Transcribe the whole listing exactly.

#### [RECORD EXTRACTS]
BEGIN

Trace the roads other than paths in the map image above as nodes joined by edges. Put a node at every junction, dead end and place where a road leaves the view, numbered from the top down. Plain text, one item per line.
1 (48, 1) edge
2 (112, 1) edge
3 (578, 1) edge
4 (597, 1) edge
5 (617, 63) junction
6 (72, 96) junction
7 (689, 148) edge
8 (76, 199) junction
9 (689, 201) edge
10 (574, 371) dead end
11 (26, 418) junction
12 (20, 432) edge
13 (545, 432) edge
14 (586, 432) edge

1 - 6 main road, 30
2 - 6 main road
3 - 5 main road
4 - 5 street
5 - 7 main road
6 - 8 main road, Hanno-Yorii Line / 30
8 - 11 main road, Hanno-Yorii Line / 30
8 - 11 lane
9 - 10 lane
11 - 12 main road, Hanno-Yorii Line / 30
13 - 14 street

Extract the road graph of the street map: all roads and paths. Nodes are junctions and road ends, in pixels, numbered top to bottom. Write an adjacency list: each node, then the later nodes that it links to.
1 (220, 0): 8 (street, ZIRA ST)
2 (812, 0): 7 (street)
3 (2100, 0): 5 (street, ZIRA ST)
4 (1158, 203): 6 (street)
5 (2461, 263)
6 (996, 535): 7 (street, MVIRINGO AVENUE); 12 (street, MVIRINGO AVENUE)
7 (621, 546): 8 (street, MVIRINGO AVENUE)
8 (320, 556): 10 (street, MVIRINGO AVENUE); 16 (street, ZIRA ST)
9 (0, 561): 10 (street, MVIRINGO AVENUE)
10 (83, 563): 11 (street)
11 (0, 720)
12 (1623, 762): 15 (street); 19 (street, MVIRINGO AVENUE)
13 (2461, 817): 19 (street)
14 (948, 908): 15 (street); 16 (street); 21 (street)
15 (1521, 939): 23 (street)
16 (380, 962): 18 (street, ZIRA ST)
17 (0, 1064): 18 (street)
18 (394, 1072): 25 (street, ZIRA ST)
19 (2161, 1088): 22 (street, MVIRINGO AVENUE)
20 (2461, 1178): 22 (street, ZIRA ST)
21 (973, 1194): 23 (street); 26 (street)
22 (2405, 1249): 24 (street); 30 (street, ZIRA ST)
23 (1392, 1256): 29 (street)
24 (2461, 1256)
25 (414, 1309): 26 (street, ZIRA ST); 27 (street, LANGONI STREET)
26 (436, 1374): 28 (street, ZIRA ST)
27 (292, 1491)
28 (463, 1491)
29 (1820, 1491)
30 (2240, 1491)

END

#### [RESPONSE FOR THIS EXERCISE]
Trace the roads other than paths in the map image above as nodes joined by edges. Put a node at every junction, dead end and place where a road leaves the view, numbered from the top down. Plain text, one item per line.
1 (48, 1) edge
2 (112, 1) edge
3 (578, 1) edge
4 (597, 1) edge
5 (617, 63) junction
6 (72, 96) junction
7 (689, 148) edge
8 (76, 199) junction
9 (689, 201) edge
10 (574, 371) dead end
11 (26, 418) junction
12 (20, 432) edge
13 (545, 432) edge
14 (586, 432) edge

1 - 6 main road, 30
2 - 6 main road
3 - 5 main road
4 - 5 street
5 - 7 main road
6 - 8 main road, Hanno-Yorii Line / 30
8 - 11 main road, Hanno-Yorii Line / 30
8 - 11 lane
9 - 10 lane
11 - 12 main road, Hanno-Yorii Line / 30
13 - 14 street

Extract the road graph of the street map: all roads and paths. Nodes are junctions and road ends, in pixels, numbered top to bottom. Write an adjacency list: each node, then the later nodes that it links to.
1 (220, 0): 8 (street, ZIRA ST)
2 (812, 0): 7 (street)
3 (2100, 0): 5 (street, ZIRA ST)
4 (1158, 203): 6 (street)
5 (2461, 263)
6 (996, 535): 7 (street, MVIRINGO AVENUE); 12 (street, MVIRINGO AVENUE)
7 (621, 546): 8 (street, MVIRINGO AVENUE)
8 (320, 556): 10 (street, MVIRINGO AVENUE); 16 (street, ZIRA ST)
9 (0, 561): 10 (street, MVIRINGO AVENUE)
10 (83, 563): 11 (street)
11 (0, 720)
12 (1623, 762): 15 (street); 19 (street, MVIRINGO AVENUE)
13 (2461, 817): 19 (street)
14 (948, 908): 15 (street); 16 (street); 21 (street)
15 (1521, 939): 23 (street)
16 (380, 962): 18 (street, ZIRA ST)
17 (0, 1064): 18 (street)
18 (394, 1072): 25 (street, ZIRA ST)
19 (2161, 1088): 22 (street, MVIRINGO AVENUE)
20 (2461, 1178): 22 (street, ZIRA ST)
21 (973, 1194): 23 (street); 26 (street)
22 (2405, 1249): 24 (street); 30 (street, ZIRA ST)
23 (1392, 1256): 29 (street)
24 (2461, 1256)
25 (414, 1309): 26 (street, ZIRA ST); 27 (street, LANGONI STREET)
26 (436, 1374): 28 (street, ZIRA ST)
27 (292, 1491)
28 (463, 1491)
29 (1820, 1491)
30 (2240, 1491)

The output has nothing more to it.